AntifaschistInnen sehen daher das Verbot des Collegium Humanum nur als Teilerfolg. Mit dem vorgeblich honorigen Gedächtnisstätte e.V. und der von ihm genutzten Immobilie haben die Verbote in Vlotho nur den kleineren Teil des dortigen Vereinsnetzwerkes getroffen.

Flatrate für Holocaustleugnung

Einmal mehr wurde die Aktivistin des Vereinsgeflechts rund um das nun verbotene Collegium Humanum Ursula Haverbeck am 15. April vom Amtsgericht in Bad Oeynhausen zu einer Geldstrafe wegen Volksverhetzung (Leugnung des Holocaust) verurteilt. Zusammengezogen mit anderen Geldstrafen wegen gleicher Vergehen wurde ihr eine Art "Mengenrabatt" vom Gericht gewährt, so dass sie nun eine Gesamtstrafe von 6.000 Euro zu bezahlen hat.

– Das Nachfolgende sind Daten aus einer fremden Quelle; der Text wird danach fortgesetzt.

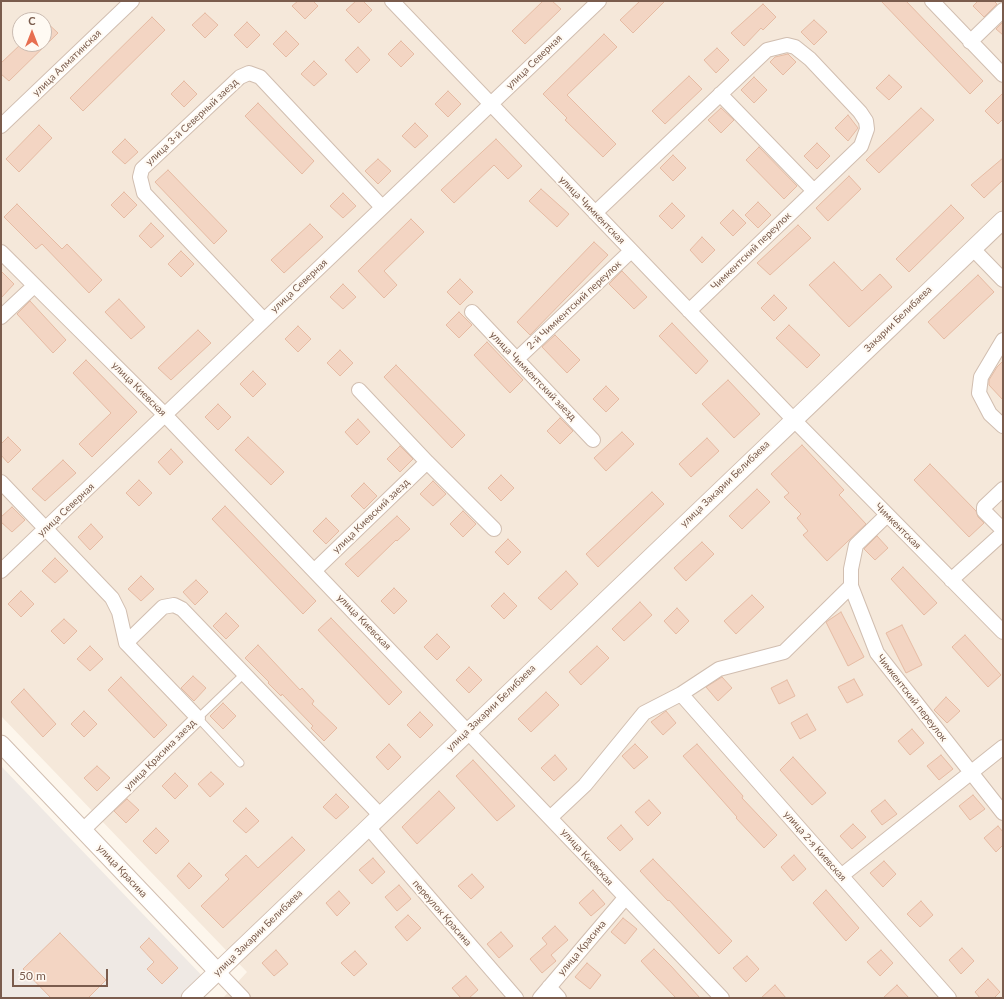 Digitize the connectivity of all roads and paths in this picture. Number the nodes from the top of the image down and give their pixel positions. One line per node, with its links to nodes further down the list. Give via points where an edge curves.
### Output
1 (132, 1): 10 (street, улица Алматинская)
2 (392, 1): 9 (street, улица Чимкентская)
3 (599, 1): 9 (street, улица Северная)
4 (932, 1): 6 (street)
5 (1003, 10): 6 (street)
6 (970, 42): 7 (street)
7 (1003, 76)
8 (720, 94): 11 (street); 11 (street, Чимкентский переулок, via 767,50 786,45 794,47 810,60 866,121 861,146); 13 (street, Чимкентский переулок)
9 (490, 104): 12 (street, улица Северная); 13 (street, улица Чимкентская)
10 (1, 126)
11 (813, 190): 20 (street, Чимкентский переулок)
12 (382, 207): 23 (street, улица Северная); 23 (street, улица 3-й Северный заезд, via 260,77 252,73 240,77 142,169 140,177 144,193)
13 (595, 213): 16 (street, улица Чимкентская)
14 (1003, 220): 15 (street, Закарии Белибаева)
15 (973, 249): 18 (street); 28 (street, Закарии Белибаева)
16 (631, 251): 20 (street, улица Чимкентская); 25 (street, 2-й Чимкентский переулок)
17 (1, 252): 19 (street, улица Киевская)
18 (1003, 280)
19 (34, 286): 22 (street); 27 (street, улица Киевская)
20 (689, 311): 28 (street, улица Чимкентская)
21 (472, 312): 25 (street, улица Чимкентский заезд)
22 (1, 317)
23 (263, 319): 27 (street, улица Северная)
24 (1003, 340): 29 (street, via 981,377 979,393 990,414)
25 (517, 359): 30 (street, улица Чимкентский заезд)
26 (359, 390): 31 (street)
27 (166, 416): 35 (street, улица Северная); 38 (street, улица Киевская)
28 (793, 419): 34 (street, Чимкентская); 47 (street, улица Закарии Белибаева)
29 (1003, 426)
30 (593, 440)
31 (427, 462): 36 (street); 38 (street, улица Киевский заезд)
32 (1, 482): 35 (street)
33 (1003, 489): 37 (street, via 984,507 984,511)
34 (887, 515): 40 (street, Чимкентская); 41 (street, Чимкентский переулок, via 856,545 851,569)
35 (46, 529): 39 (street, улица Северная); 43 (street, via 112,598 119,612)
36 (494, 529)
37 (1003, 531): 40 (street)
38 (315, 570): 47 (street, улица Киевская)
39 (1, 571)
40 (951, 580): 42 (street, Чимкентская)
41 (851, 586): 45 (street, via 784,652 719,669); 51 (street, Чимкентский переулок, via 877,653)
42 (1003, 632)
43 (126, 643): 44 (street, via 163,607 174,605 182,609); 46 (street, улица Красина заезд)
44 (244, 674): 46 (lane); 53 (street)
45 (681, 694): 54 (street, via 644,713 585,785); 57 (street, улица 2-я Киевская)
46 (198, 718): 50 (lane); 56 (street, улица Красина заезд)
47 (468, 731): 53 (street, улица Закарии Белибаева); 54 (street, улица Киевская)
48 (1, 744): 56 (street, улица Красина)
49 (1003, 747): 51 (street)
50 (240, 763)
51 (970, 773): 52 (street, Чимкентский переулок); 57 (street)
52 (1003, 813)
53 (380, 815): 55 (street, улица Закарии Белибаева)
54 (551, 817): 58 (street, улица Киевская)
55 (368, 827): 59 (street, улица Закарии Белибаева); 63 (street, переулок Красина)
56 (83, 830): 59 (street, улица Красина)
57 (841, 876): 65 (street, улица 2-я Киевская)
58 (624, 898): 60 (street, улица Красина); 64 (street, улица Киевская)
59 (218, 972): 61 (street, улица Закарии Белибаева); 62 (street, улица Красина)
60 (549, 994)
61 (190, 998)
62 (243, 998)
63 (516, 998)
64 (722, 998)
65 (949, 998)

Die eigentlich gutsituierte Witwe des Altnazis Prof. Dr. Werner Haverbeck konnte ihr Einkommen so weit herunterrechnen, dass sie diese 6.000 Euro in 200 Monatsraten zu je 30 Euro zahlen darf. Damit verteilt sich die Strafe auf die nächsten 16 Jahre und 8 Monate. Eine ziemlich lange Zeit, wenn man bedenkt, dass Ursula Haverbeck im November dieses Jahres ihren 80. Geburtstag feiern wird. Mann darf auf künftige Prozesse gespannt sein. Ob sie bei weiteren Verurteilungen vielleicht ein Abo für 25 Jahre Holocaustleugnung zum Preis von 30 Euro pro Monat erhält?

Bildunterschrift: Gestern Vlotho (rechts), morgen Borna (links).

Bildunterschrift: Zu einer Geldstrafe wegen Holocaustleugnung verurteilt: Ursula Haverbeck.